MySpace Trawl – The Earlies & Help She Can’t Swim

Like this story?
Then buzz it up

June 28th, 2007 at 15:30 by Matthew Laidlow

MySpace Trawl The Earlies Help She Can’t SwimBloody hellfire! It’s a crazy two-for-one special this week on the old trawl through MySpace, where we try to claw away the spam and leave you with stuff that you would be proud to put on your fruit-based mp3 player.

This week we bring you the psychedelic sounds of The Earlies and on the reverse, a faster and angrier listen from Help She Can’t Swim. This is our rubbish apology for not having one done for last week. We’re sure that tens of you spat out your milk and pelted your PC with cookies in utter shock and disgust. We sometimes do that, but only during our special moments. Both this week's bands are ones we’ve accidentally seen live at some point. 

Two for one deals are brilliant; well, most of the time. Whenever we go shopping we tend to find that the student shop assistants have 'accidentally' dropped various good on the floor. Thus, giving poor people like us the chance to buy Dove body silk lotion instead of Asda’s own brand 28p stuff which is as good as smothering yourself with washing-up liquid every morning.  

The Earlies have been one of the various bands that hecklerspray has seen live by pure accident at some point.

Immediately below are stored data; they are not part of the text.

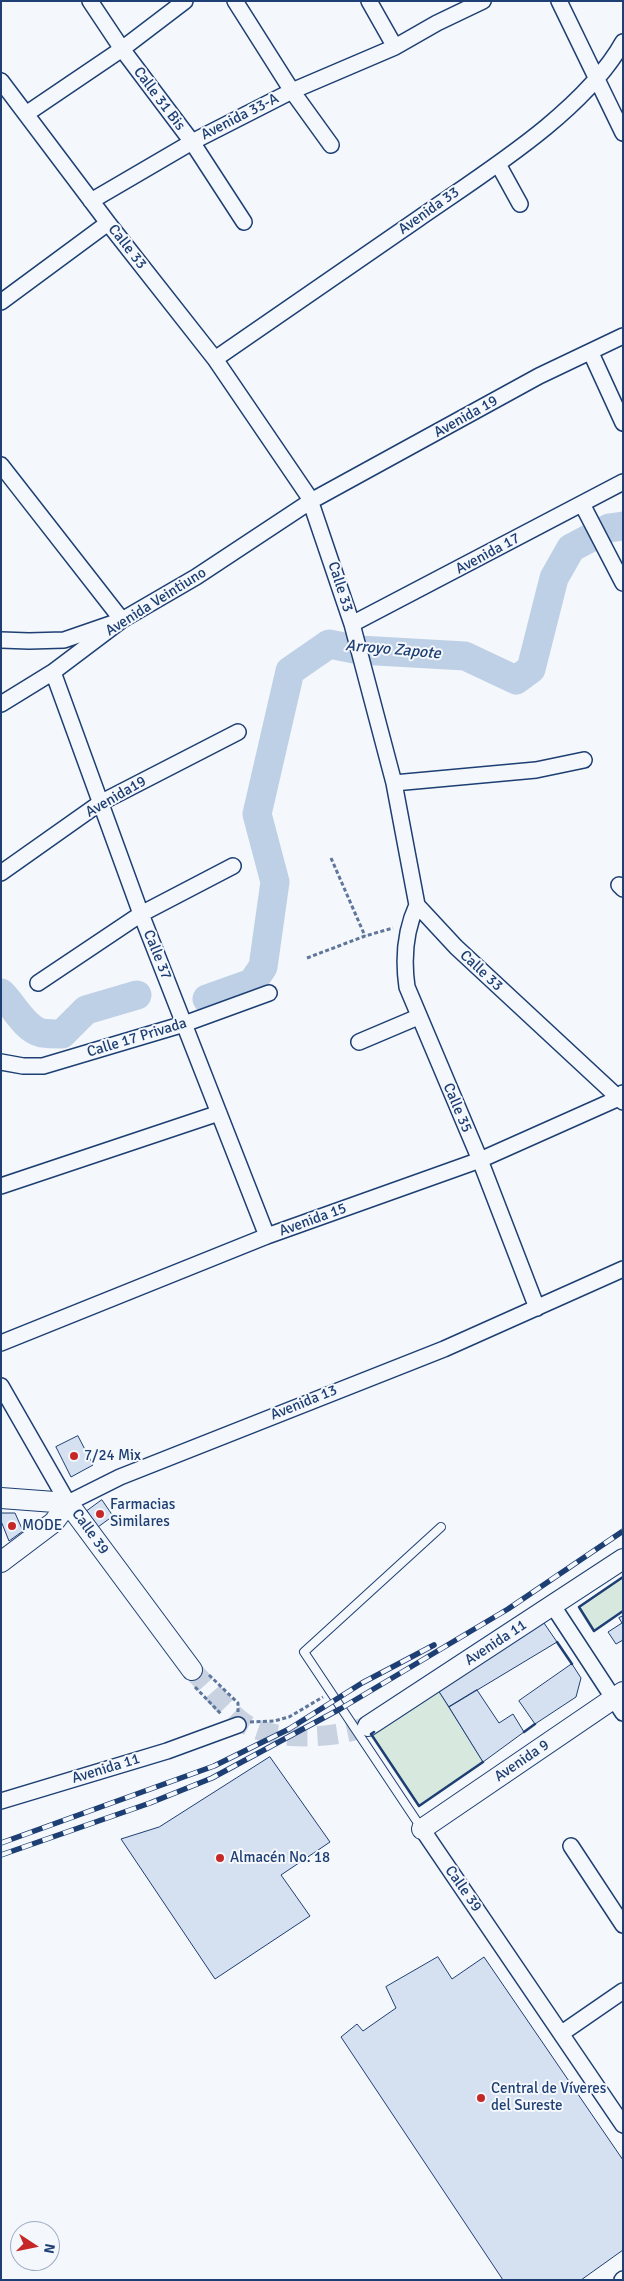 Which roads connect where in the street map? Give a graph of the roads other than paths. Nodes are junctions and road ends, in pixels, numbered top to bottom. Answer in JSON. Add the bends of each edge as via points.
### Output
{"nodes":[{"id":1,"x":90,"y":1,"type":"edge"},
{"id":2,"x":185,"y":1,"type":"edge"},
{"id":3,"x":235,"y":1,"type":"edge"},
{"id":4,"x":369,"y":1,"type":"edge"},
{"id":5,"x":482,"y":1,"type":"edge"},
{"id":6,"x":559,"y":1,"type":"edge"},
{"id":7,"x":623,"y":42,"type":"edge"},
{"id":8,"x":395,"y":47,"type":"junction"},
{"id":9,"x":122,"y":49,"type":"junction"},
{"id":10,"x":1,"y":81,"type":"edge"},
{"id":11,"x":596,"y":81,"type":"junction"},
{"id":12,"x":292,"y":91,"type":"junction"},
{"id":13,"x":26,"y":114,"type":"junction"},
{"id":14,"x":623,"y":132,"type":"edge"},
{"id":15,"x":192,"y":142,"type":"junction"},
{"id":16,"x":332,"y":146,"type":"dead end"},
{"id":17,"x":498,"y":164,"type":"junction"},
{"id":18,"x":91,"y":200,"type":"junction"},
{"id":19,"x":520,"y":204,"type":"dead end"},
{"id":20,"x":244,"y":222,"type":"dead end"},
{"id":21,"x":108,"y":224,"type":"junction"},
{"id":22,"x":1,"y":302,"type":"edge"},
{"id":23,"x":623,"y":336,"type":"edge"},
{"id":24,"x":590,"y":352,"type":"junction"},
{"id":25,"x":215,"y":359,"type":"junction"},
{"id":26,"x":623,"y":423,"type":"edge"},
{"id":27,"x":1,"y":465,"type":"edge"},
{"id":28,"x":623,"y":482,"type":"edge"},
{"id":29,"x":311,"y":501,"type":"junction"},
{"id":30,"x":582,"y":504,"type":"junction"},
{"id":31,"x":623,"y":582,"type":"edge"},
{"id":32,"x":122,"y":620,"type":"junction"},
{"id":33,"x":352,"y":624,"type":"junction"},
{"id":34,"x":1,"y":640,"type":"edge"},
{"id":35,"x":53,"y":672,"type":"junction"},
{"id":36,"x":1,"y":704,"type":"edge"},
{"id":37,"x":238,"y":732,"type":"dead end"},
{"id":38,"x":584,"y":760,"type":"dead end"},
{"id":39,"x":394,"y":783,"type":"junction"},
{"id":40,"x":100,"y":804,"type":"junction"},
{"id":41,"x":233,"y":866,"type":"dead end"},
{"id":42,"x":1,"y":873,"type":"edge"},
{"id":43,"x":417,"y":905,"type":"junction"},
{"id":44,"x":141,"y":914,"type":"junction"},
{"id":45,"x":38,"y":983,"type":"dead end"},
{"id":46,"x":269,"y":993,"type":"dead end"},
{"id":47,"x":418,"y":1016,"type":"junction"},
{"id":48,"x":184,"y":1024,"type":"junction"},
{"id":49,"x":359,"y":1042,"type":"dead end"},
{"id":50,"x":1,"y":1062,"type":"edge"},
{"id":51,"x":621,"y":1098,"type":"edge"},
{"id":52,"x":219,"y":1113,"type":"junction"},
{"id":53,"x":480,"y":1160,"type":"junction"},
{"id":54,"x":1,"y":1186,"type":"edge"},
{"id":55,"x":267,"y":1236,"type":"junction"},
{"id":56,"x":623,"y":1269,"type":"edge"},
{"id":57,"x":537,"y":1308,"type":"junction"},
{"id":58,"x":1,"y":1343,"type":"edge"},
{"id":59,"x":1,"y":1386,"type":"edge"},
{"id":60,"x":1,"y":1498,"type":"edge"},
{"id":61,"x":68,"y":1503,"type":"junction"},
{"id":62,"x":441,"y":1527,"type":"dead end"},
{"id":63,"x":623,"y":1559,"type":"edge"},
{"id":64,"x":1,"y":1562,"type":"edge"},
{"id":65,"x":553,"y":1606,"type":"junction"},
{"id":66,"x":192,"y":1670,"type":"tunnel mouth"},
{"id":67,"x":620,"y":1701,"type":"edge"},
{"id":68,"x":238,"y":1725,"type":"road end"},
{"id":69,"x":368,"y":1726,"type":"tunnel mouth"},
{"id":70,"x":1,"y":1801,"type":"edge"},
{"id":71,"x":422,"y":1830,"type":"junction"},
{"id":72,"x":571,"y":1846,"type":"dead end"},
{"id":73,"x":623,"y":1925,"type":"edge"},
{"id":74,"x":623,"y":1991,"type":"edge"},
{"id":75,"x":562,"y":2033,"type":"junction"},
{"id":76,"x":623,"y":2125,"type":"edge"}],
"edges":[{"from":1,"to":9,"type":"street","name":"Calle 31 Bis"},
{"from":2,"to":9,"type":"street"},
{"from":3,"to":12,"type":"street"},
{"from":4,"to":8,"type":"street"},
{"from":5,"to":8,"type":"street","name":"Avenida 33-A"},
{"from":6,"to":11,"type":"street"},
{"from":7,"to":11,"type":"street","name":"Avenida 33"},
{"from":8,"to":12,"type":"street","name":"Avenida 33-A"},
{"from":9,"to":13,"type":"street"},
{"from":9,"to":15,"type":"street","name":"Calle 31 Bis"},
{"from":10,"to":13,"type":"street","name":"Calle 33"},
{"from":11,"to":14,"type":"street"},
{"from":11,"to":17,"type":"street","name":"Avenida 33"},
{"from":12,"to":15,"type":"street","name":"Avenida 33-A"},
{"from":12,"to":16,"type":"street"},
{"from":13,"to":18,"type":"street","name":"Calle 33"},
{"from":15,"to":18,"type":"street","name":"Avenida 33-A"},
{"from":15,"to":20,"type":"street","name":"Calle 31 Bis"},
{"from":17,"to":19,"type":"street"},
{"from":17,"to":25,"type":"street","name":"Avenida 33"},
{"from":18,"to":21,"type":"street","name":"Calle 33"},
{"from":21,"to":22,"type":"street"},
{"from":21,"to":25,"type":"street","name":"Calle 33"},
{"from":23,"to":24,"type":"street","name":"Avenida 19"},
{"from":24,"to":26,"type":"street"},
{"from":24,"to":29,"type":"street","name":"Avenida 19","via":[[539,376]]},
{"from":25,"to":29,"type":"street","name":"Calle 33"},
{"from":27,"to":32,"type":"street"},
{"from":28,"to":30,"type":"street","name":"Avenida 17"},
{"from":29,"to":32,"type":"street","name":"Avenida Veintiuno","via":[[196,577]]},
{"from":29,"to":33,"type":"street","name":"Calle 33"},
{"from":30,"to":31,"type":"street"},
{"from":30,"to":33,"type":"street","name":"Avenida 17"},
{"from":32,"to":34,"type":"street","via":[[64,640]]},
{"from":32,"to":35,"type":"street","name":"Avenida Veintiuno"},
{"from":33,"to":39,"type":"street","name":"Calle 33"},
{"from":35,"to":36,"type":"street","name":"Avenida Veintiuno"},
{"from":35,"to":40,"type":"street","name":"Calle 37"},
{"from":37,"to":40,"type":"street","name":"Avenida19"},
{"from":38,"to":39,"type":"street","via":[[536,770]]},
{"from":39,"to":43,"type":"street","name":"Calle 33"},
{"from":40,"to":42,"type":"street","name":"Avenida19"},
{"from":40,"to":44,"type":"street","name":"Calle 37"},
{"from":41,"to":44,"type":"street"},
{"from":43,"to":47,"type":"street","name":"Calle 35","via":[[408,924],[404,970],[406,987]]},
{"from":43,"to":51,"type":"street","name":"Calle 33","via":[[456,947]]},
{"from":44,"to":45,"type":"street"},
{"from":44,"to":48,"type":"street","name":"Calle 37"},
{"from":46,"to":48,"type":"street","name":"Calle 17 Privada"},
{"from":47,"to":49,"type":"street"},
{"from":47,"to":53,"type":"street","name":"Calle 35"},
{"from":48,"to":50,"type":"street","name":"Calle 17 Privada","via":[[44,1066]]},
{"from":48,"to":52,"type":"street","name":"Calle 37"},
{"from":51,"to":53,"type":"street","name":"Avenida 15"},
{"from":52,"to":54,"type":"street"},
{"from":52,"to":55,"type":"street","name":"Calle 37"},
{"from":53,"to":55,"type":"street","name":"Avenida 15"},
{"from":53,"to":57,"type":"street","name":"Calle 35"},
{"from":55,"to":58,"type":"street","name":"Avenida 15"},
{"from":56,"to":57,"type":"street","name":"Avenida 13"},
{"from":57,"to":61,"type":"street","name":"Avenida 13","via":[[120,1477]]},
{"from":59,"to":61,"type":"street","name":"Calle 39"},
{"from":60,"to":61,"type":"main road"},
{"from":61,"to":64,"type":"main road","name":"Avenida 13","via":[[54,1522]]},
{"from":61,"to":66,"type":"main road","name":"Calle 39"},
{"from":62,"to":71,"type":"lane","name":"Calle 39","via":[[304,1652]]},
{"from":63,"to":65,"type":"main road","name":"Avenida 11"},
{"from":65,"to":67,"type":"street"},
{"from":65,"to":69,"type":"main road","name":"Avenida 11"},
{"from":67,"to":71,"type":"main road","name":"Avenida 9"},
{"from":68,"to":70,"type":"street","name":"Avenida 11","via":[[167,1751]]},
{"from":71,"to":75,"type":"street","name":"Calle 39"},
{"from":72,"to":73,"type":"street"},
{"from":74,"to":75,"type":"street"},
{"from":75,"to":76,"type":"street","name":"Calle 39"}]}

We believe it was during 'The Twisted Folk' tour in 2005, when we were all younger and probably better looking. Once the others bands had taken their turn to play an alternative mixture of woozy folk which was crafted in each bands unique way, on came The Earlies. After five or six members of the band graced the stage we were looking forward to something that may contain a lot of noise and mayhem. But still more people flooded the stage. Finally, an entire football team's worth of people were in front of the audience who possibly weren’t familiar with the band.  

Eleven people all onstage at once? Hmm, a lot of multi-layered sounds is never a bad thing, but maybe this lot might be pushing it a bit too far, we thought. Of course, we were wrong as usual. From our dazed and hazy memories of said gig, it was packed full of warm and pleasing songs with fragile little vocals that made the songs complete. Such a song was Morning Wonder which is one of those tunes that you can actually nod your head to without looking like a total goon. With finger-clicking basslines also being thrown in to the mixing bowl of sounds it made one hell of a tasty little song. So good that we even bought the 10” single afterwards. Who said vinyl was dead?

This track was taken from 2004’s album These Were The Earlies, which was hailed by every credible music reviewer at the time as a landmark record which oozed full on uniqueness and charm. Things went a bit quite for a long time. Almost three years passed before we got any word about new Earlies releases, but when they emerged out of the studio, they did however bring with them 2007’s hidden gem called The Enemy Chorus. More of a harder and almost darker listen then its predecessor album, but it is still full of The Earlies' trademark sounds. Breaking Point draws together traditionally western electronic sounds and then mixes it all up with sounds from Asia. 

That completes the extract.